Standard Postoperative Care

Fourteen days and 3 months after cardiac surgery, patients are seen by a nurse practitioner (NP), who is supervised by a consultant cardiologist. At 14 days, the sternal wound and, if applicable, the venous graft resection site are checked, and vital parameters, signs of congestion, indications for and side effects of medications, and symptoms of postoperative complications are assessed.

At 3 months, a similar examination is performed during an outpatient clinic visit. In addition, blood samples are taken for measuring kidney function and lipid spectrum. Moreover, a transthoracic echocardiogram is obtained. Patients undergoing a mini-Maze procedure or concomitant radiofrequency ablation will also undergo 24-hour Holter monitoring and physical exercise testing at 3 and 12 months after surgery.

The Box 2.0

The Box 2.0 Intervention

Patients who consent to participate in The Box 2.0 will receive a box containing a Withings weight scale, Withings BP monitor, Withings activity tracker, Withings thermometer, blood oxygen saturation monitor (Masimo, Irvine, California, USA), and two mobile ECG devices (AliveCor Kardia and CardioSecur; Personal MedSystems, Frankfurt am Main, Germany). The devices are shown in Figure 1.

Figure 1. The devices of The Box 2.0.
View this figure

All are noninvasive, battery-powered, smartphone-compatible devices. They are Conformité Européenne marked and approved by the Food and Drug Administration and can be obtained in retail stores in the European Union and the United States. No assistance is required to install and use the devices; however, professional assistance is provided by a technical LUMC employee when a patient requires help.

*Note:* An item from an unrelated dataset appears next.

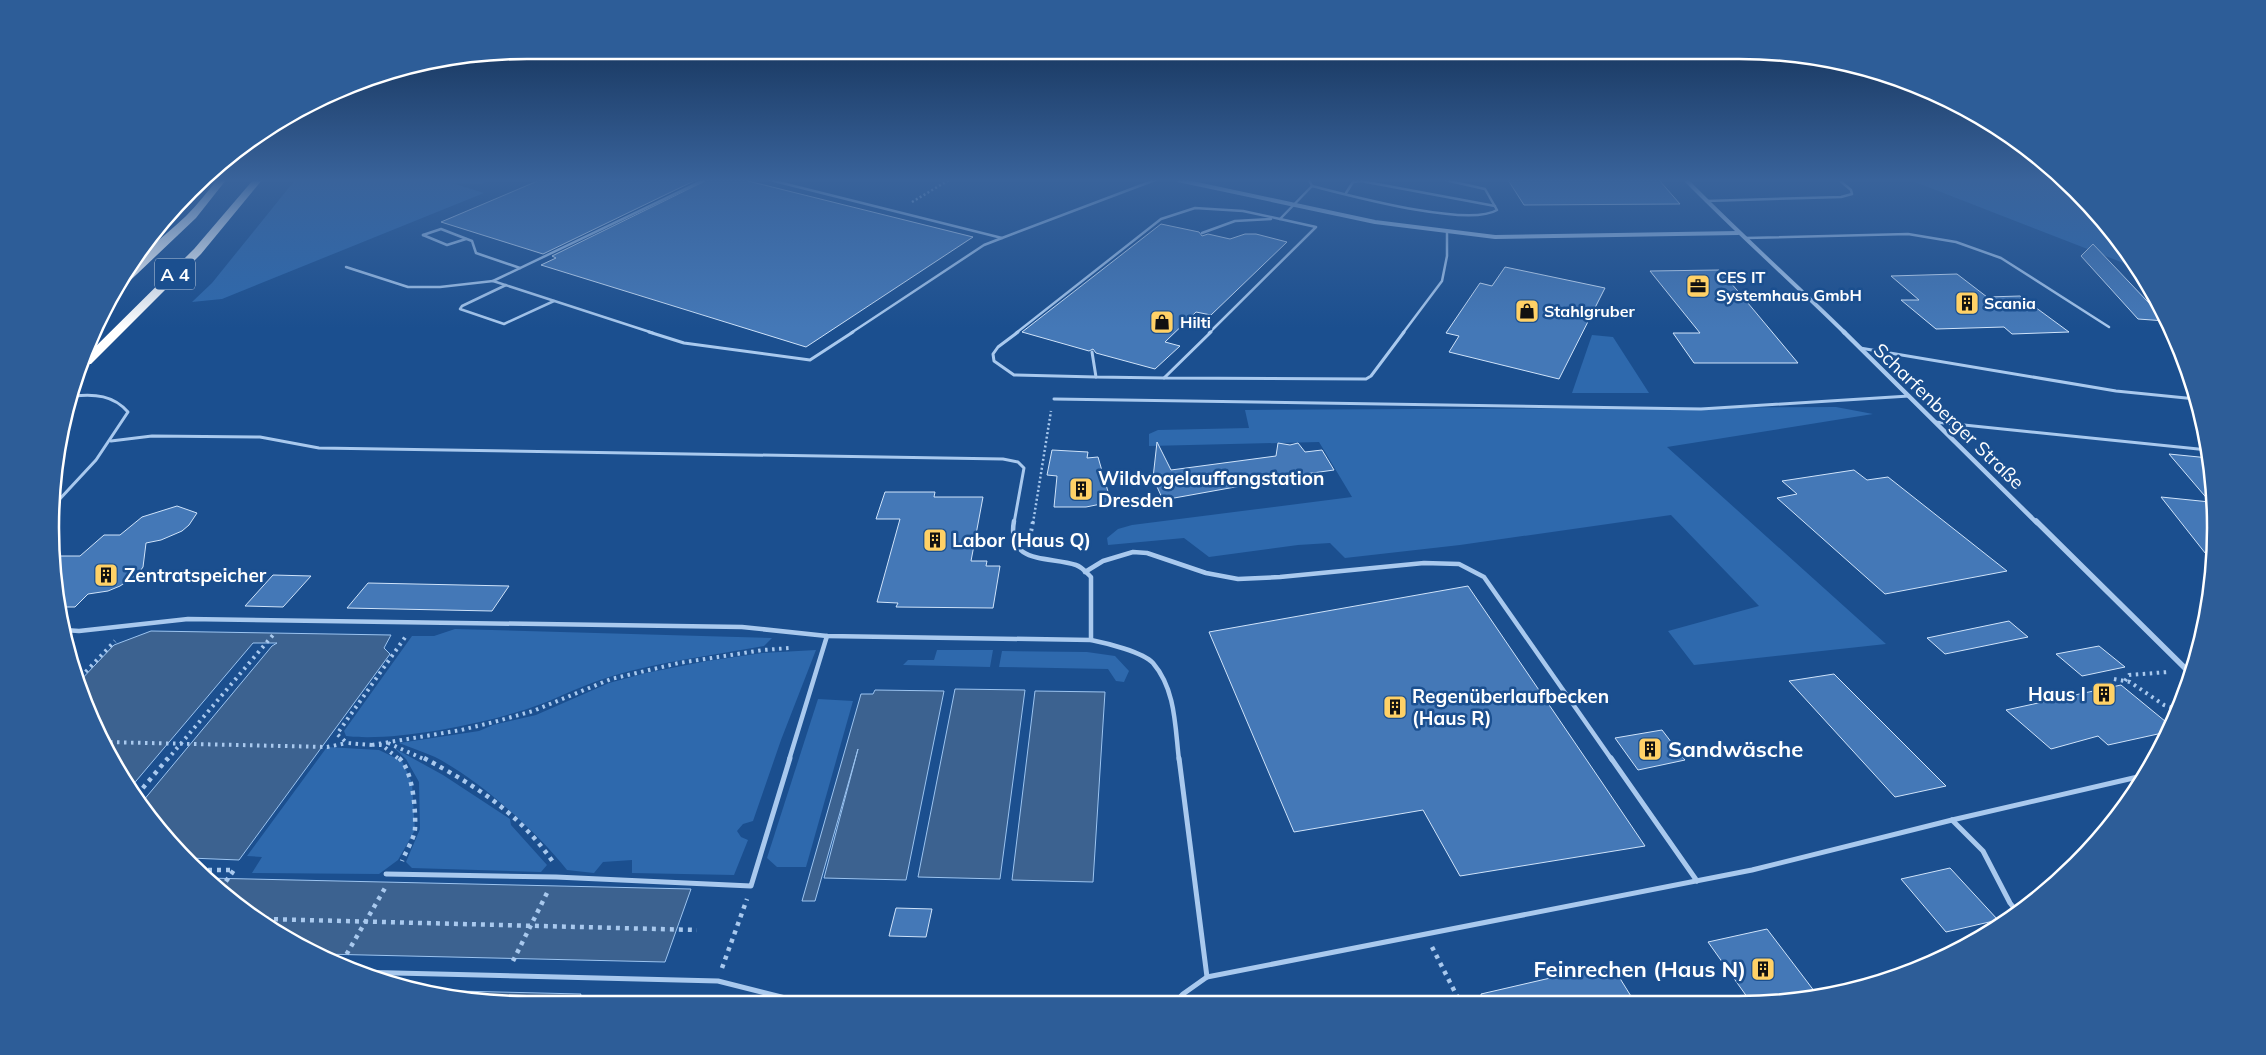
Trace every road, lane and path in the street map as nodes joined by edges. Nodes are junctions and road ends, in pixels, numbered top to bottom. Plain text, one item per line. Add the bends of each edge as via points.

A smartphone with iOS (Apple Computers, Cupertino, California, USA) or Android Operating System (Google, Mountain View, California, USA) is required to use the devices, as they communicate with a dedicated mobile app on the smartphone, which can be downloaded from the AppStore (iOS) or PlayStore (Android). Measurement data are stored on the smartphone and uploaded to the app manufacturer’s servers (located in Europe for Withings and CardioSecur and the United States for AliveCor and Masimo). An internet connection is required to synchronize the data, although measurements can be obtained when the smartphone is offline. The data are uploaded to the corresponding servers when the smartphone reconnects to the internet.

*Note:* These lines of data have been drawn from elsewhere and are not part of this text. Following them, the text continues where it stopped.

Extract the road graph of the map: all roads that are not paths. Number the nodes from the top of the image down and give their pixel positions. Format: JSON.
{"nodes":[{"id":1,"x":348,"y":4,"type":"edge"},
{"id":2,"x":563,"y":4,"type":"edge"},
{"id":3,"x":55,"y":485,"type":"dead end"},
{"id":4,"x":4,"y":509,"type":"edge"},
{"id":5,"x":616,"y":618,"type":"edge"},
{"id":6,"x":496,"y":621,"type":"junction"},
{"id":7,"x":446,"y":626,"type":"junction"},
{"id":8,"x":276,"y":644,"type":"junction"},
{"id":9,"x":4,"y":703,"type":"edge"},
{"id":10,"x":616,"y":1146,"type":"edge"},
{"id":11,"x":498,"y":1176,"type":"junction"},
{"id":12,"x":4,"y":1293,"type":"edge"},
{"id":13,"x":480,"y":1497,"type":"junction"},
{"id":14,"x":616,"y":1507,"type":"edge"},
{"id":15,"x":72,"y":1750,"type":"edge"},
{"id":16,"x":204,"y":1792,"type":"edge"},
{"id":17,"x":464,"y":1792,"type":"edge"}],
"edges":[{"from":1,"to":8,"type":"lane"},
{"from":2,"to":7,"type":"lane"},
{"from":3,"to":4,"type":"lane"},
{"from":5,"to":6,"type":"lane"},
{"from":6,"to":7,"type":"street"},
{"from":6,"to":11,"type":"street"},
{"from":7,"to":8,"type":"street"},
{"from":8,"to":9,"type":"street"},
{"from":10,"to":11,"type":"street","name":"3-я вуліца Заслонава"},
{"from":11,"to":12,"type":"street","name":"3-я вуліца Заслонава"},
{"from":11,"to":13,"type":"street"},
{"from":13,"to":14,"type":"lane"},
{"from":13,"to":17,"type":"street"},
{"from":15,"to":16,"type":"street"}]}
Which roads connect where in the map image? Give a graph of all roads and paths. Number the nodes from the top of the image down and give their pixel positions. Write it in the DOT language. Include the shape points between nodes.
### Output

Patients receive The Box 2.0 before discharge. A technical support employee of LUMC instructs the patients on how to install and use the devices on their mobile phones, including registering necessary accounts. This employee also manages a help desk service that patients can reach for technical issues with their devices. Patients are also provided with written information and an instruction video. Patients who do not own a smartphone with either iOS or Android are provided with a Samsung J3 smartphone (Samsung, Seoul, South Korea). Patients are instructed to use their own internet service (WiFi or mobile network). No mobile data network plan is provided with the smartphone. Additionally, to be able to use the accounts, an email address is required. Patients are provided with a randomly generated email address from the @hlc.nl domain, which is owned and maintained by LUMC.

Patients are instructed to record their BP, weight, temperature, step count, blood oxygen saturation, respiration rate, and single-lead ECG data with AliveCor Kardia on a daily basis for the first 14 days. After 14 days, all measurements except for step count are reduced to thrice a week. Additionally, patients record a CardioSecur ECG weekly. In case of a possible rhythm disturbance, which is either felt by the patient or diagnosed with the single-lead ECG, patients obtain an additional CardioSecur ECG.

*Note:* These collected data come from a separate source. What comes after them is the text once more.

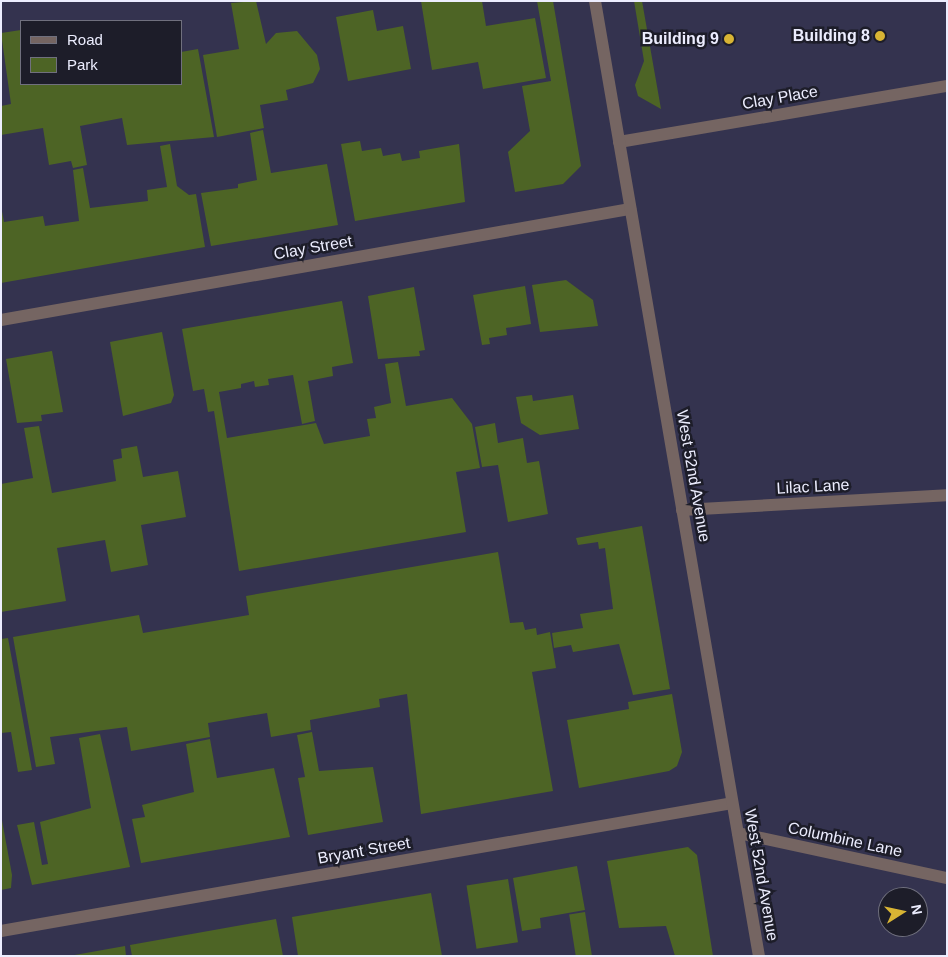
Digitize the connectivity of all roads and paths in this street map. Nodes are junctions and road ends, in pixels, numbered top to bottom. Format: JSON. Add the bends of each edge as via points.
{"nodes":[{"id":1,"x":595,"y":1,"type":"edge"},
{"id":2,"x":947,"y":86,"type":"edge"},
{"id":3,"x":619,"y":142,"type":"junction"},
{"id":4,"x":630,"y":209,"type":"junction"},
{"id":5,"x":1,"y":320,"type":"edge"},
{"id":6,"x":947,"y":495,"type":"edge"},
{"id":7,"x":682,"y":510,"type":"junction"},
{"id":8,"x":732,"y":803,"type":"junction"},
{"id":9,"x":738,"y":833,"type":"junction"},
{"id":10,"x":947,"y":878,"type":"edge"},
{"id":11,"x":1,"y":931,"type":"edge"},
{"id":12,"x":758,"y":956,"type":"edge"}],
"edges":[{"from":1,"to":3,"type":"street","name":"West 52nd Avenue"},
{"from":2,"to":3,"type":"street","name":"Clay Place"},
{"from":3,"to":4,"type":"street","name":"West 52nd Avenue"},
{"from":4,"to":5,"type":"street","name":"Clay Street"},
{"from":4,"to":7,"type":"street","name":"West 52nd Avenue"},
{"from":6,"to":7,"type":"street","name":"Lilac Lane"},
{"from":7,"to":8,"type":"street","name":"West 52nd Avenue"},
{"from":8,"to":9,"type":"street","name":"West 52nd Avenue"},
{"from":8,"to":11,"type":"street","name":"Bryant Street"},
{"from":9,"to":10,"type":"street","name":"Columbine Lane"},
{"from":9,"to":12,"type":"street","name":"West 52nd Avenue"}]}
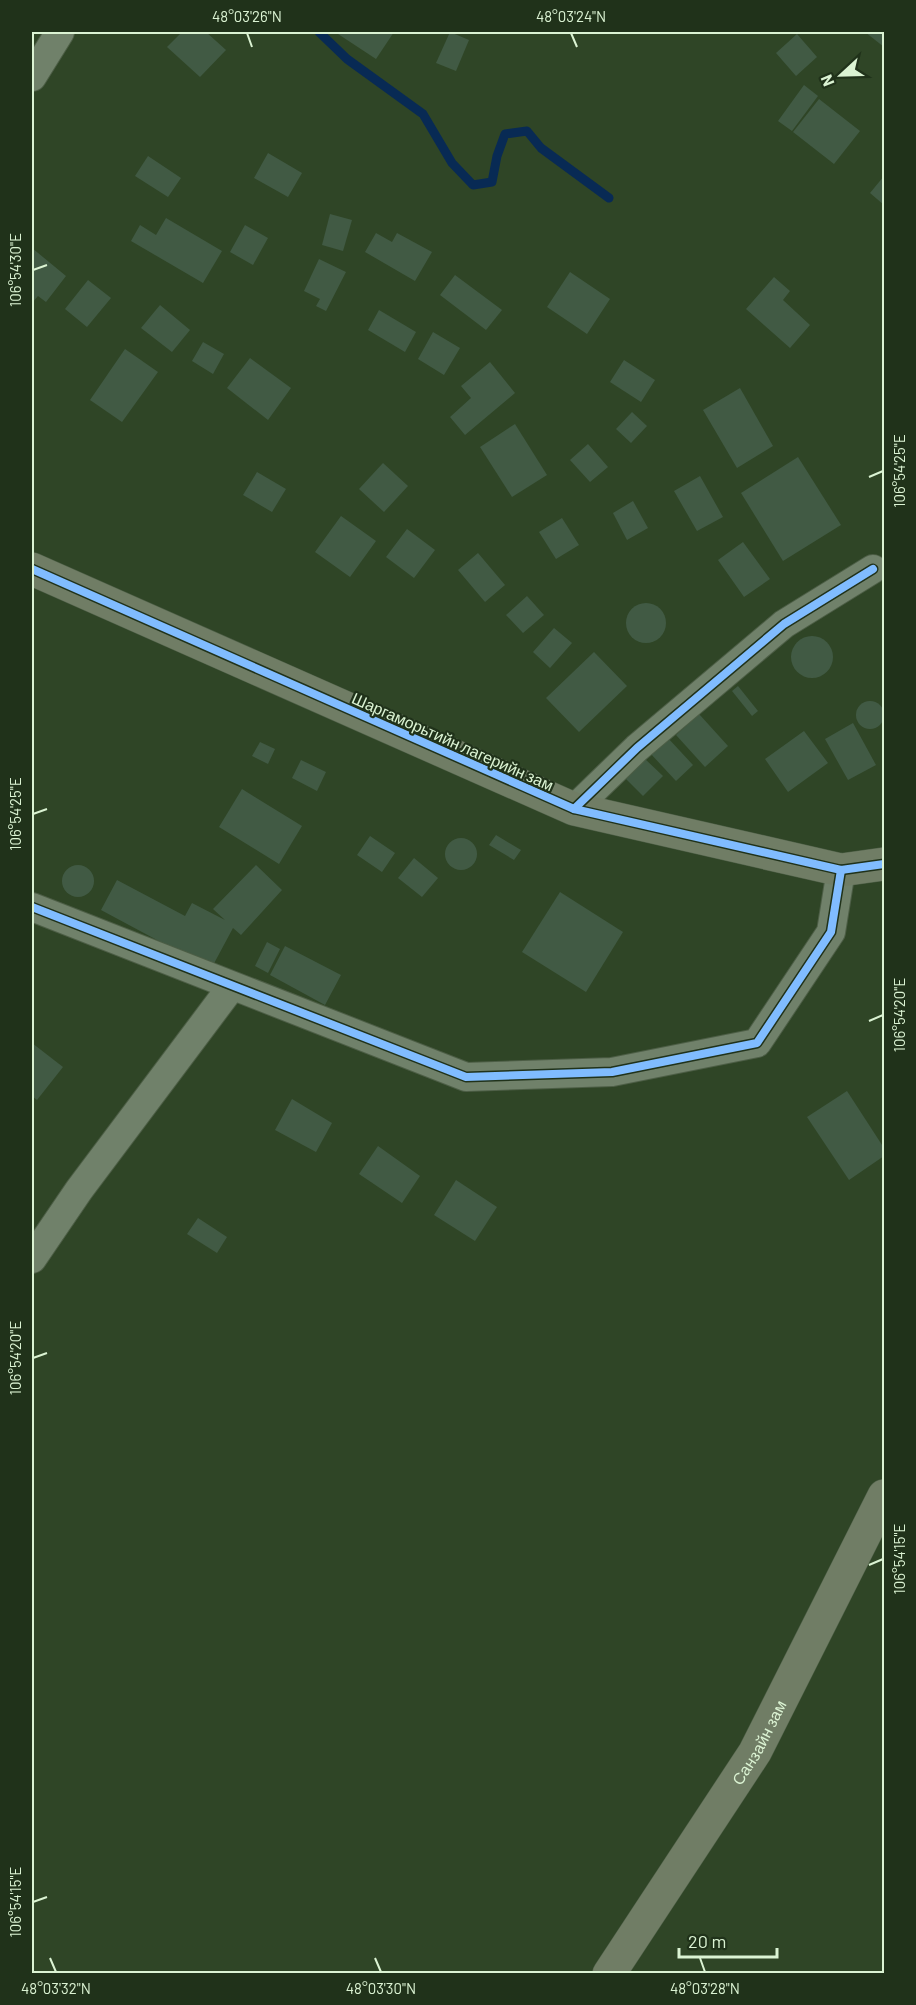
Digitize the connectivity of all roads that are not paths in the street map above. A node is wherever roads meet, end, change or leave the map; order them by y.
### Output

Moreover, the first visit to the outpatient clinic is replaced by an electronic visit, in which the patient communicates with the NP via Webcamconsult (Webcamconsult, Bergen op Zoom, The Netherlands), a secured video connection. The same topics as those during a regular visit are discussed, and the sternal wound is checked. Therefore, patients are advised to wear a dress shirt when establishing the video connection, so that no private body parts are shown.

An overview of regular follow-up and follow-up with The Box 2.0 is shown in Figure 2.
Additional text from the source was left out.